Work task: The answer must consist of every record below, reproduced exactly.
-- Dataset records follows --
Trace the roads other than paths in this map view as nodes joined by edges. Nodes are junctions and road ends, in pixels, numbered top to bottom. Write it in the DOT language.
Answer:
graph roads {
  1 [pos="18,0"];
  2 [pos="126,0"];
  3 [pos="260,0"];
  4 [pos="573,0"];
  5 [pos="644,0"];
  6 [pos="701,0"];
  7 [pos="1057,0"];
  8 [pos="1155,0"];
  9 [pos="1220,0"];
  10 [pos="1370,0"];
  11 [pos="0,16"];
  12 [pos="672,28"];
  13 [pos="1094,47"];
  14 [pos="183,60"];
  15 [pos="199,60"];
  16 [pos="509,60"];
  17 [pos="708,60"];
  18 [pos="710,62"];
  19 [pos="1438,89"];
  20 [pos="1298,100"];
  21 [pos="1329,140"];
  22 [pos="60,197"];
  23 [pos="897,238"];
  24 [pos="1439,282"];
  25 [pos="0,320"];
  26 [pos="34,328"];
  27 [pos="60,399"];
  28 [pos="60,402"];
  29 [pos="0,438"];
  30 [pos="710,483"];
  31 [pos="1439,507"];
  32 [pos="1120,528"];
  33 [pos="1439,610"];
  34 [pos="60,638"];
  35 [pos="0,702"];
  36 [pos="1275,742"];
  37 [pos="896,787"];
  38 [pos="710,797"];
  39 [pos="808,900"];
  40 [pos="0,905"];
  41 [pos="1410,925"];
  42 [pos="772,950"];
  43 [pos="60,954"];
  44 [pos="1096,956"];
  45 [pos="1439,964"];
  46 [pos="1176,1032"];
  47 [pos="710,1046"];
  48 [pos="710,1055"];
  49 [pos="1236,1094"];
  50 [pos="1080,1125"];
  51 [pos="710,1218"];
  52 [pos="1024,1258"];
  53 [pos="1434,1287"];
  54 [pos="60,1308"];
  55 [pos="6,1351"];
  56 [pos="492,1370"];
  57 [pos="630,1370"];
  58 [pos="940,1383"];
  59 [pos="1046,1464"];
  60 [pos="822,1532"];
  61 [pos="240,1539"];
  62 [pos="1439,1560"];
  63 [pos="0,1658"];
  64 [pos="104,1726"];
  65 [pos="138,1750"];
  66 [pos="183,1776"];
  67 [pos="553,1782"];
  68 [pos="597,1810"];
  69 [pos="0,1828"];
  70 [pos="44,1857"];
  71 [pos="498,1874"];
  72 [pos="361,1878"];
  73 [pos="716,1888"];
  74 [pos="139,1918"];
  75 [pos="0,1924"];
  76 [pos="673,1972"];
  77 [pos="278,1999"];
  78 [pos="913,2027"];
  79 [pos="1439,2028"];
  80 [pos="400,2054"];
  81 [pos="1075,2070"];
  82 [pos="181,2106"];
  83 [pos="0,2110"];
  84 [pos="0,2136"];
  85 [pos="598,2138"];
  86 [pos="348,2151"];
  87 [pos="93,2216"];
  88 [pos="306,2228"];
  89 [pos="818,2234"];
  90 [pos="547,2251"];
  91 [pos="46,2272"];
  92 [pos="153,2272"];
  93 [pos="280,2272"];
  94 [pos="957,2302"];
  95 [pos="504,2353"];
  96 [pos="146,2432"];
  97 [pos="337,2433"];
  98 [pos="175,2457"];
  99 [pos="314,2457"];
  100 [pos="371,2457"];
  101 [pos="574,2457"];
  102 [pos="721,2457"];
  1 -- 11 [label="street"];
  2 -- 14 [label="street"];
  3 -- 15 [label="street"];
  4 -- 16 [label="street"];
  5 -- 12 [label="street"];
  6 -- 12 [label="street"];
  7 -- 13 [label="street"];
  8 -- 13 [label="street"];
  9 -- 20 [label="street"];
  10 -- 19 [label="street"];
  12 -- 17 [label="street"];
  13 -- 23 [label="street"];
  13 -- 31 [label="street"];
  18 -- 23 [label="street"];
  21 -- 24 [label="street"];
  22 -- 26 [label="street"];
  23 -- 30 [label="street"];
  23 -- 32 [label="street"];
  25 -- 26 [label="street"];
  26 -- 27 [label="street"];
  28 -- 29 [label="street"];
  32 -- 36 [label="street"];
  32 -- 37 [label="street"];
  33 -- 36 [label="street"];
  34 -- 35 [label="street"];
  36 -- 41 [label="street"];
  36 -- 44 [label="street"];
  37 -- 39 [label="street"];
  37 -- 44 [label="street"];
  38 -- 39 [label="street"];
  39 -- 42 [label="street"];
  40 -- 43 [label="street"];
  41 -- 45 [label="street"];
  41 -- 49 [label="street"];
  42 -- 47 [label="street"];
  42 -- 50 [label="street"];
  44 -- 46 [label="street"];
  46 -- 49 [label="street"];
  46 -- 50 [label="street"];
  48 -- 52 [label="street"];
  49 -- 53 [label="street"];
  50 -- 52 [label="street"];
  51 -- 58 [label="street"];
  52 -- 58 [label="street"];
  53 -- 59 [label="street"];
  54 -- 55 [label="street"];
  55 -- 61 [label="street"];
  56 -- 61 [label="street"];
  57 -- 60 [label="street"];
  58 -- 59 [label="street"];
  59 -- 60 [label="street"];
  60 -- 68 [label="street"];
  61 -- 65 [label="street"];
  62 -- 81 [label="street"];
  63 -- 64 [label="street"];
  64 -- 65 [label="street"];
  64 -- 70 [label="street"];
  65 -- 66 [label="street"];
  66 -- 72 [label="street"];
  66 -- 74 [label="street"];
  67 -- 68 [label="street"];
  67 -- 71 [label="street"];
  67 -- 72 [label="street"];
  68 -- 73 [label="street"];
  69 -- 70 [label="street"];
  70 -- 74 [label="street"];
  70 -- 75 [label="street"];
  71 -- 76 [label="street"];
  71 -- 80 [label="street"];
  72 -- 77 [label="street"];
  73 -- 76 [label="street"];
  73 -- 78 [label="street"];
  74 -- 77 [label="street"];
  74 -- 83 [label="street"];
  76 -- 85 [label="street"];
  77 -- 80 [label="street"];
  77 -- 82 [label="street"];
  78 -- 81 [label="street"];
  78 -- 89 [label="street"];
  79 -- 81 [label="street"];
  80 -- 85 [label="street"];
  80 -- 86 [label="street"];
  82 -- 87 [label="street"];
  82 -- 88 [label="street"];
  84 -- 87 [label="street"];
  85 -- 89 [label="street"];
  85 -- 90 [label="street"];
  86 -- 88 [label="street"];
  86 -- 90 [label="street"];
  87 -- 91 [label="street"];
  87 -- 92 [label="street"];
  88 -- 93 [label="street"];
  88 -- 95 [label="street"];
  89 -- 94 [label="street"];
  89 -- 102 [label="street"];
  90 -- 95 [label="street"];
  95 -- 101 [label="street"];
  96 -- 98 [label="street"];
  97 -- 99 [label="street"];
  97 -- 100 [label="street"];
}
-- Dataset records concluded --
Your response:
Trace the roads other than paths in this map view as nodes joined by edges. Nodes are junctions and road ends, in pixels, numbered top to bottom. Write it in the DOT language.
Answer:
graph roads {
  1 [pos="18,0"];
  2 [pos="126,0"];
  3 [pos="260,0"];
  4 [pos="573,0"];
  5 [pos="644,0"];
  6 [pos="701,0"];
  7 [pos="1057,0"];
  8 [pos="1155,0"];
  9 [pos="1220,0"];
  10 [pos="1370,0"];
  11 [pos="0,16"];
  12 [pos="672,28"];
  13 [pos="1094,47"];
  14 [pos="183,60"];
  15 [pos="199,60"];
  16 [pos="509,60"];
  17 [pos="708,60"];
  18 [pos="710,62"];
  19 [pos="1438,89"];
  20 [pos="1298,100"];
  21 [pos="1329,140"];
  22 [pos="60,197"];
  23 [pos="897,238"];
  24 [pos="1439,282"];
  25 [pos="0,320"];
  26 [pos="34,328"];
  27 [pos="60,399"];
  28 [pos="60,402"];
  29 [pos="0,438"];
  30 [pos="710,483"];
  31 [pos="1439,507"];
  32 [pos="1120,528"];
  33 [pos="1439,610"];
  34 [pos="60,638"];
  35 [pos="0,702"];
  36 [pos="1275,742"];
  37 [pos="896,787"];
  38 [pos="710,797"];
  39 [pos="808,900"];
  40 [pos="0,905"];
  41 [pos="1410,925"];
  42 [pos="772,950"];
  43 [pos="60,954"];
  44 [pos="1096,956"];
  45 [pos="1439,964"];
  46 [pos="1176,1032"];
  47 [pos="710,1046"];
  48 [pos="710,1055"];
  49 [pos="1236,1094"];
  50 [pos="1080,1125"];
  51 [pos="710,1218"];
  52 [pos="1024,1258"];
  53 [pos="1434,1287"];
  54 [pos="60,1308"];
  55 [pos="6,1351"];
  56 [pos="492,1370"];
  57 [pos="630,1370"];
  58 [pos="940,1383"];
  59 [pos="1046,1464"];
  60 [pos="822,1532"];
  61 [pos="240,1539"];
  62 [pos="1439,1560"];
  63 [pos="0,1658"];
  64 [pos="104,1726"];
  65 [pos="138,1750"];
  66 [pos="183,1776"];
  67 [pos="553,1782"];
  68 [pos="597,1810"];
  69 [pos="0,1828"];
  70 [pos="44,1857"];
  71 [pos="498,1874"];
  72 [pos="361,1878"];
  73 [pos="716,1888"];
  74 [pos="139,1918"];
  75 [pos="0,1924"];
  76 [pos="673,1972"];
  77 [pos="278,1999"];
  78 [pos="913,2027"];
  79 [pos="1439,2028"];
  80 [pos="400,2054"];
  81 [pos="1075,2070"];
  82 [pos="181,2106"];
  83 [pos="0,2110"];
  84 [pos="0,2136"];
  85 [pos="598,2138"];
  86 [pos="348,2151"];
  87 [pos="93,2216"];
  88 [pos="306,2228"];
  89 [pos="818,2234"];
  90 [pos="547,2251"];
  91 [pos="46,2272"];
  92 [pos="153,2272"];
  93 [pos="280,2272"];
  94 [pos="957,2302"];
  95 [pos="504,2353"];
  96 [pos="146,2432"];
  97 [pos="337,2433"];
  98 [pos="175,2457"];
  99 [pos="314,2457"];
  100 [pos="371,2457"];
  101 [pos="574,2457"];
  102 [pos="721,2457"];
  1 -- 11 [label="street"];
  2 -- 14 [label="street"];
  3 -- 15 [label="street"];
  4 -- 16 [label="street"];
  5 -- 12 [label="street"];
  6 -- 12 [label="street"];
  7 -- 13 [label="street"];
  8 -- 13 [label="street"];
  9 -- 20 [label="street"];
  10 -- 19 [label="street"];
  12 -- 17 [label="street"];
  13 -- 23 [label="street"];
  13 -- 31 [label="street"];
  18 -- 23 [label="street"];
  21 -- 24 [label="street"];
  22 -- 26 [label="street"];
  23 -- 30 [label="street"];
  23 -- 32 [label="street"];
  25 -- 26 [label="street"];
  26 -- 27 [label="street"];
  28 -- 29 [label="street"];
  32 -- 36 [label="street"];
  32 -- 37 [label="street"];
  33 -- 36 [label="street"];
  34 -- 35 [label="street"];
  36 -- 41 [label="street"];
  36 -- 44 [label="street"];
  37 -- 39 [label="street"];
  37 -- 44 [label="street"];
  38 -- 39 [label="street"];
  39 -- 42 [label="street"];
  40 -- 43 [label="street"];
  41 -- 45 [label="street"];
  41 -- 49 [label="street"];
  42 -- 47 [label="street"];
  42 -- 50 [label="street"];
  44 -- 46 [label="street"];
  46 -- 49 [label="street"];
  46 -- 50 [label="street"];
  48 -- 52 [label="street"];
  49 -- 53 [label="street"];
  50 -- 52 [label="street"];
  51 -- 58 [label="street"];
  52 -- 58 [label="street"];
  53 -- 59 [label="street"];
  54 -- 55 [label="street"];
  55 -- 61 [label="street"];
  56 -- 61 [label="street"];
  57 -- 60 [label="street"];
  58 -- 59 [label="street"];
  59 -- 60 [label="street"];
  60 -- 68 [label="street"];
  61 -- 65 [label="street"];
  62 -- 81 [label="street"];
  63 -- 64 [label="street"];
  64 -- 65 [label="street"];
  64 -- 70 [label="street"];
  65 -- 66 [label="street"];
  66 -- 72 [label="street"];
  66 -- 74 [label="street"];
  67 -- 68 [label="street"];
  67 -- 71 [label="street"];
  67 -- 72 [label="street"];
  68 -- 73 [label="street"];
  69 -- 70 [label="street"];
  70 -- 74 [label="street"];
  70 -- 75 [label="street"];
  71 -- 76 [label="street"];
  71 -- 80 [label="street"];
  72 -- 77 [label="street"];
  73 -- 76 [label="street"];
  73 -- 78 [label="street"];
  74 -- 77 [label="street"];
  74 -- 83 [label="street"];
  76 -- 85 [label="street"];
  77 -- 80 [label="street"];
  77 -- 82 [label="street"];
  78 -- 81 [label="street"];
  78 -- 89 [label="street"];
  79 -- 81 [label="street"];
  80 -- 85 [label="street"];
  80 -- 86 [label="street"];
  82 -- 87 [label="street"];
  82 -- 88 [label="street"];
  84 -- 87 [label="street"];
  85 -- 89 [label="street"];
  85 -- 90 [label="street"];
  86 -- 88 [label="street"];
  86 -- 90 [label="street"];
  87 -- 91 [label="street"];
  87 -- 92 [label="street"];
  88 -- 93 [label="street"];
  88 -- 95 [label="street"];
  89 -- 94 [label="street"];
  89 -- 102 [label="street"];
  90 -- 95 [label="street"];
  95 -- 101 [label="street"];
  96 -- 98 [label="street"];
  97 -- 99 [label="street"];
  97 -- 100 [label="street"];
}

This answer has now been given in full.